She never rolled from back to front. It wasn’t till she was about three that we first heard her laugh. The ear specialist she saw described poor hearing and the eye specialist found optic nerve damage. Though we never knew for sure what she could hear or see, we did know that as she got a little older she did have a cute little giggle when I played with her like daddies do. The rougher I played with her the more she seemed to giggle.

She was never developmentally more that 3 to 6 months old. She never sat or rolled over. She never had use of her hands. She never spoke any words.
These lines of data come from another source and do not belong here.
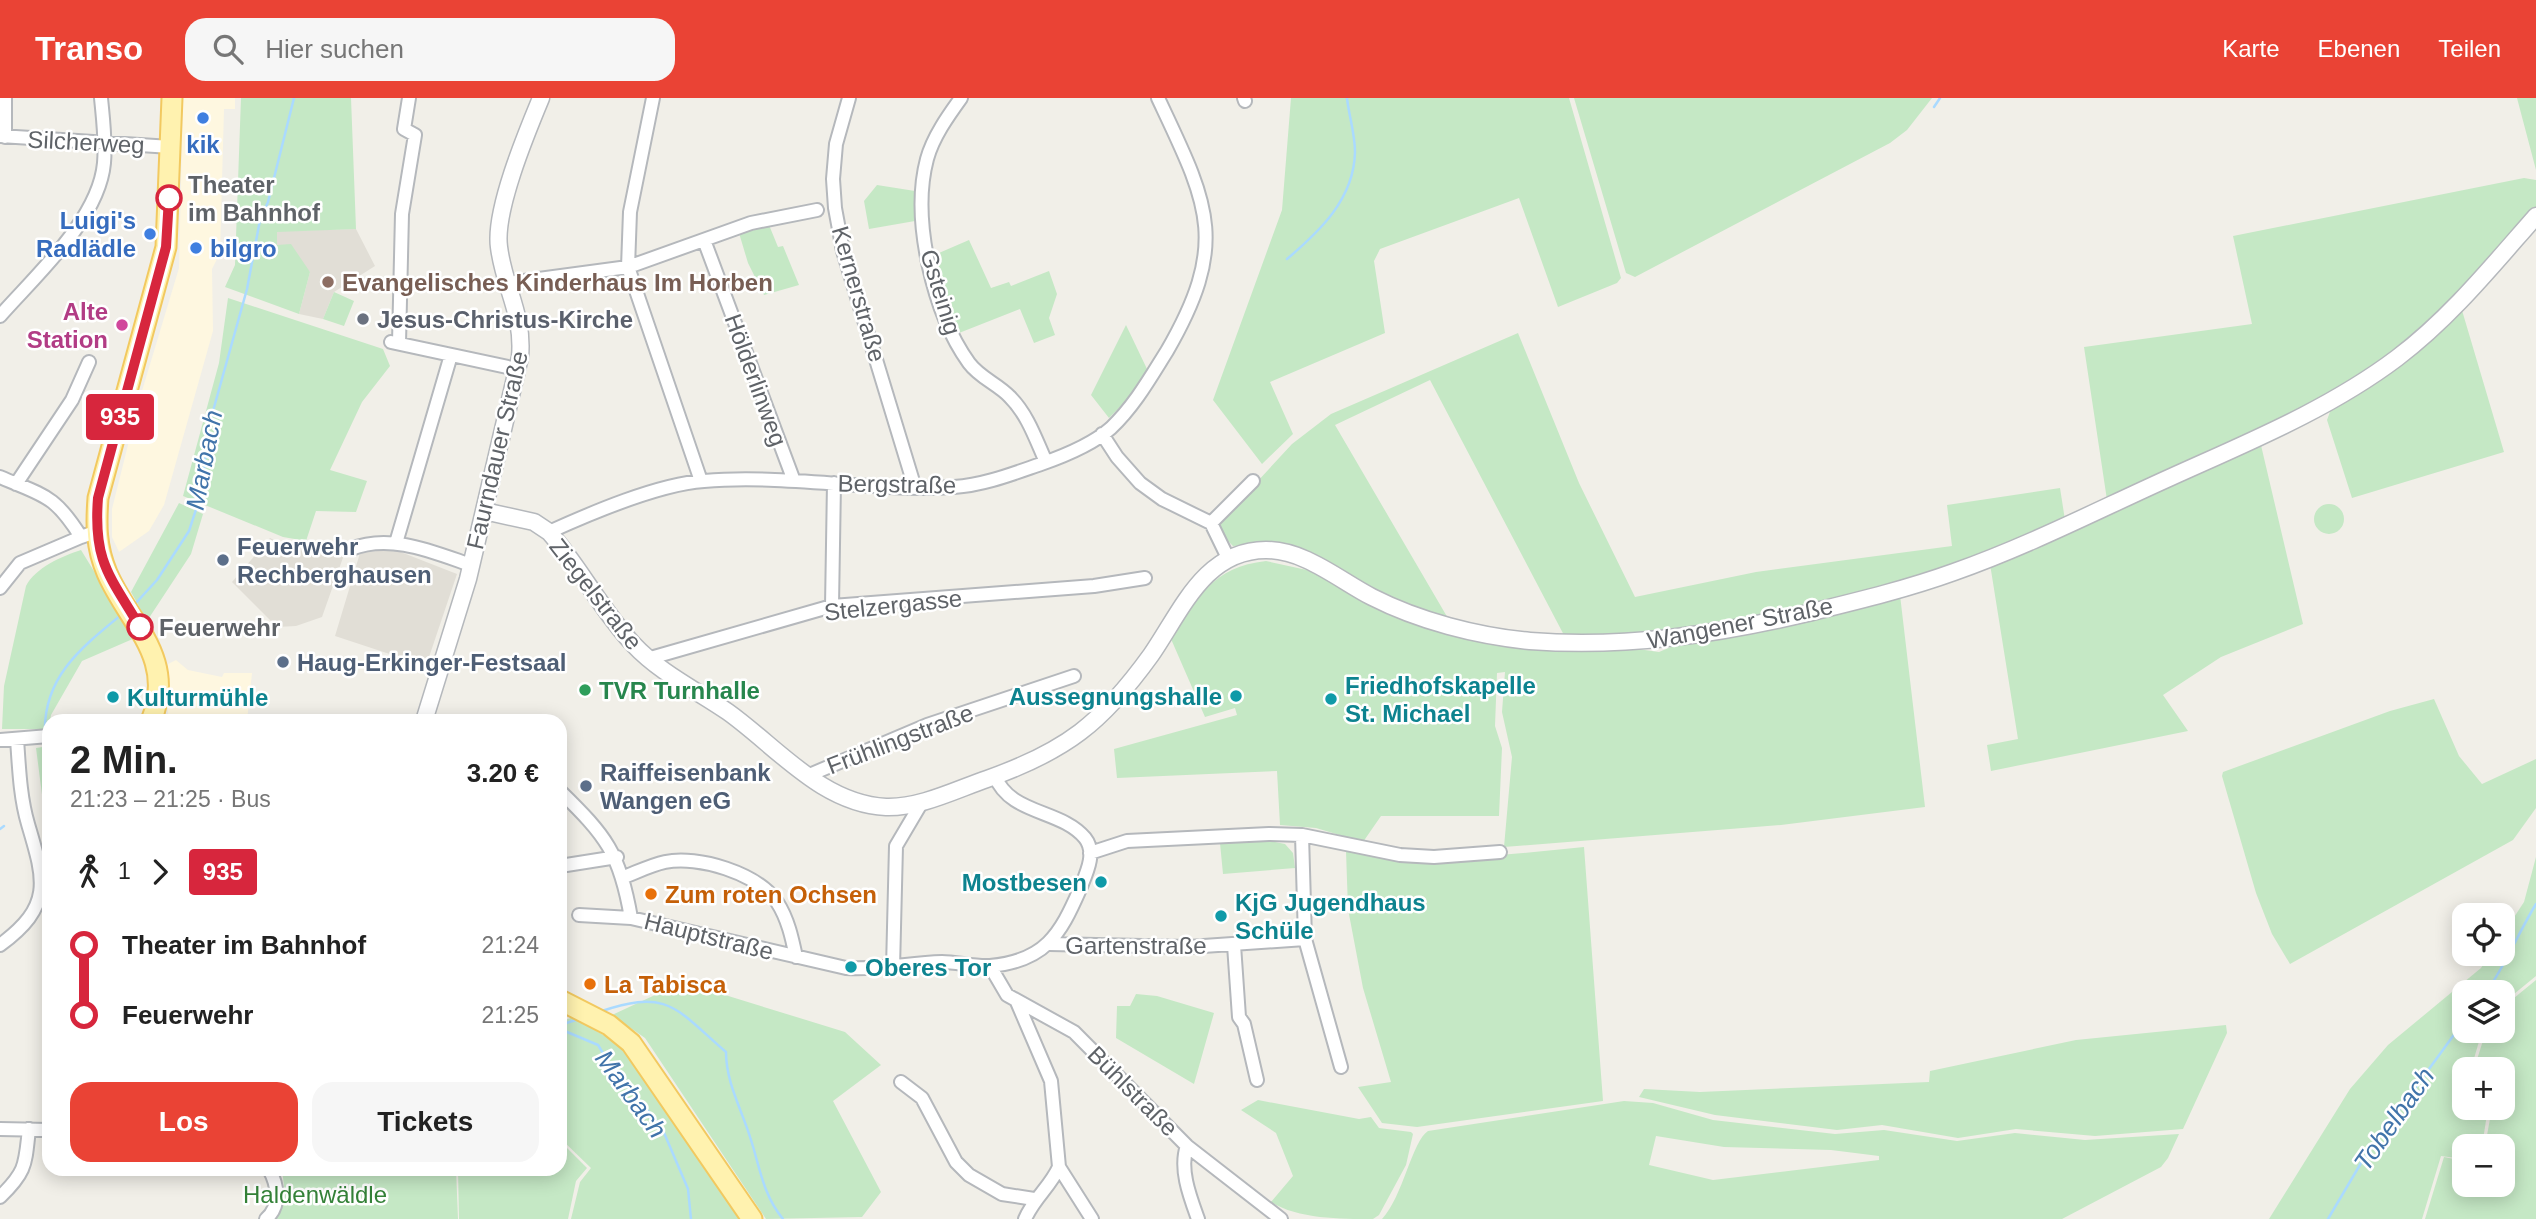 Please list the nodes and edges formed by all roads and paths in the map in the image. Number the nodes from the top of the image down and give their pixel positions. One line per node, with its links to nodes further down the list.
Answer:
1 (5, 98): 10 (street)
2 (101, 98): 11 (street)
3 (172, 98): 12 (main road)
4 (409, 98): 19 (street)
5 (541, 98): 17 (street, Faurndauer Straße)
6 (653, 98): 16 (street)
7 (849, 98): 30 (street, Kernerstraße)
8 (961, 98): 23 (street, Gsteinig)
9 (1158, 98): 22 (street, Bergstraße)
10 (3, 137): 11 (street, Silcherweg)
11 (105, 144): 12 (street, Silcherweg); 18 (street)
12 (172, 147): 34 (main road)
13 (817, 211): 15 (street)
14 (2536, 216): 37 (street, Wangener Straße)
15 (704, 240): 16 (street); 26 (street, Hölderlinweg)
16 (628, 267): 17 (street); 25 (street)
17 (508, 283): 21 (street, Faurndauer Straße)
18 (0, 316)
19 (452, 355): 21 (street); 35 (street)
20 (89, 362): 29 (street)
21 (517, 369): 31 (street, Faurndauer Straße)
22 (1102, 434): 23 (street, Bergstraße); 32 (street)
23 (1046, 463): 30 (street, Bergstraße)
24 (0, 477): 29 (street)
25 (701, 481): 26 (street, Bergstraße); 33 (street, Bergstraße)
26 (794, 481): 28 (street, Bergstraße)
27 (1253, 481): 32 (street)
28 (834, 483): 30 (street, Bergstraße); 41 (street)
29 (16, 484): 34 (street)
30 (915, 488)
31 (484, 511): 33 (street, Ziegelstraße); 38 (street, Faurndauer Straße)
32 (1211, 523): 37 (street)
33 (549, 532): 42 (street, Ziegelstraße)
34 (88, 534): 40 (street); 44 (main road)
35 (396, 543): 36 (street); 38 (street)
36 (351, 549)
37 (1228, 558): 50 (street, Wangener Straße)
38 (471, 565): 45 (street, Faurndauer Straße)
39 (1144, 578): 41 (street, Stelzergasse)
40 (0, 588)
41 (832, 606): 42 (street, Stelzergasse)
42 (647, 659): 49 (street, Ziegelstraße)
43 (1074, 676): 49 (street, Frühlingstraße)
44 (153, 714)
45 (426, 714)
46 (42, 737): 47 (street)
47 (20, 739): 48 (street); 58 (street)
48 (0, 740)
49 (807, 776): 52 (street, Ziegelstraße)
50 (995, 776): 52 (street, Ziegelstraße); 55 (street)
51 (567, 797): 56 (street, Hauptstraße)
52 (922, 802): 69 (street)
53 (1302, 835): 54 (street); 55 (street); 63 (street)
54 (1500, 852)
55 (1090, 853): 64 (street)
56 (617, 858): 57 (street); 59 (street, Hauptstraße)
57 (567, 865)
58 (42, 868)
59 (624, 877): 62 (street, Hauptstraße); 67 (street)
60 (42, 895): 65 (street)
61 (579, 915): 62 (street)
62 (631, 918): 67 (street, Hauptstraße)
63 (1305, 939): 66 (street, Gartenstraße); 72 (street)
64 (1050, 944): 66 (street, Gartenstraße); 68 (street)
65 (0, 945)
66 (1234, 945): 73 (street)
67 (796, 957): 69 (street, Hauptstraße)
68 (990, 966): 69 (street); 70 (street, Bühlstraße)
69 (893, 968)
70 (1017, 1002): 78 (street, Bühlstraße); 79 (street)
71 (567, 1003): 85 (main road)
72 (1341, 1067)
73 (1257, 1080)
74 (901, 1082): 82 (street)
75 (0, 1129): 76 (street)
76 (29, 1129): 77 (street); 81 (street)
77 (42, 1130)
78 (1187, 1146): 83 (street, Bühlstraße); 88 (street)
79 (1059, 1167): 82 (street); 87 (street)
80 (272, 1176): 84 (street)
81 (0, 1197)
82 (1034, 1199): 86 (street)
83 (1280, 1218)
84 (266, 1219)
85 (752, 1219)
86 (1025, 1219)
87 (1092, 1219)
88 (1198, 1219) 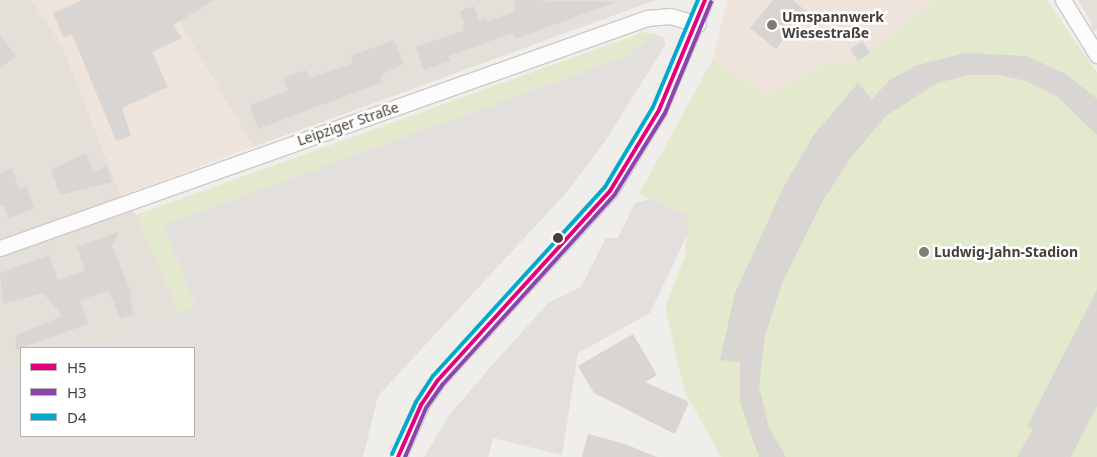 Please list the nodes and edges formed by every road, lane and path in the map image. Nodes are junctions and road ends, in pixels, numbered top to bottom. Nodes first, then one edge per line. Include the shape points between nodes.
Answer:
1 (706, 0) edge
2 (1063, 0) edge
3 (698, 24) junction
4 (1097, 54) edge
5 (0, 248) edge
6 (398, 457) edge

1 - 3 street
2 - 4 street
3 - 5 street, Leipziger Straße via 670,16 647,18
3 - 6 street via 659,110 610,191 438,380 421,405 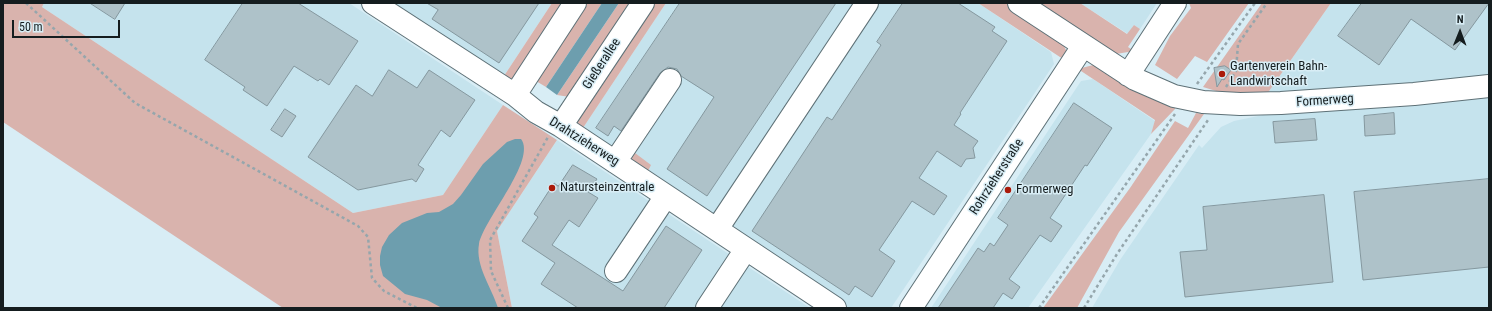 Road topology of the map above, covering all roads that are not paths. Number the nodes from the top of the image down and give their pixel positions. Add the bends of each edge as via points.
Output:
1 (373, 3) edge
2 (575, 3) edge
3 (643, 3) edge
4 (867, 3) edge
5 (1019, 3) edge
6 (1175, 3) edge
7 (1083, 46) junction
8 (1128, 75) junction
9 (670, 80) dead end
10 (1489, 86) edge
11 (515, 95) junction
12 (561, 126) junction
13 (615, 162) junction
14 (666, 196) junction
15 (717, 229) junction
16 (746, 249) junction
17 (616, 271) dead end
18 (707, 308) edge
19 (835, 308) edge
20 (911, 308) edge

1 - 11 street, Drahtzieherweg
2 - 11 street
3 - 12 street, Gießerallee
4 - 15 street
5 - 7 street, Formerweg
6 - 8 street
7 - 8 street, Formerweg
7 - 20 street, Rohrzieherstraße
8 - 10 street, Formerweg via 1154,88 1186,98 1220,104 1357,99
9 - 13 street
11 - 12 street, Drahtzieherweg via 536,112
12 - 13 street, Drahtzieherweg
13 - 14 street, Drahtzieherweg
14 - 15 street, Drahtzieherweg
14 - 17 street
15 - 16 street, Drahtzieherweg
16 - 18 street
16 - 19 street, Drahtzieherweg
I got the phone call from Dr. Lammer sometime before Laura was a year old. He was one of the few specialists studying what is now called fetal isotretinoin embryopathy, a diagnostic term I have hated since first hearing it. He asked if he could come and see Laura when he was in the area, though he didn’t know when that might be exactly.

Five years later, I got another call from Dr. Lammer. He was finally in the area and asked if he could come by and see Laura. He spent the entire day with Stacy and Laura and me in my office. His coming is just one of a string of God’s flags along our road that says “I’m still here and I’m still watching and I still care.”

We learned that there were only a handful of other children who were as severely affected as our Laura. None of them could laugh, let alone respond to painful stimuli such as a needle stick. Laura surprised him when Dr. Lammer drew blood samples and she winced in pain. It was heartbreaking to learn that had Stacy stopped taking the Accutane just four days earlier, very likely Laura might not have been affected at all.

Dr. Lammer also told us how Laura was more severely affected in comparison to the other four to five hundred children in his patient panel. It meant that we were probably in uncharted medical territory.  This meant that as her de facto Pediatrician, I would know more about the condition than the vast majority of even Pediatric specialists anywhere. Daddies are just not meant to shoulder the burden of the medical care for their children. I have always had to.

Still one thing was curious but also encouraging. Dr. Lammer’s surprise about Laura’s perception of pain and joy was significant to us. We felt the warmth of God’s heart and blessing toward us. Roadside flags like that came often enough in the future to give us strength and encouragement. We never heard from Dr. Lammer after that but we kept believing that our Father was walking with us.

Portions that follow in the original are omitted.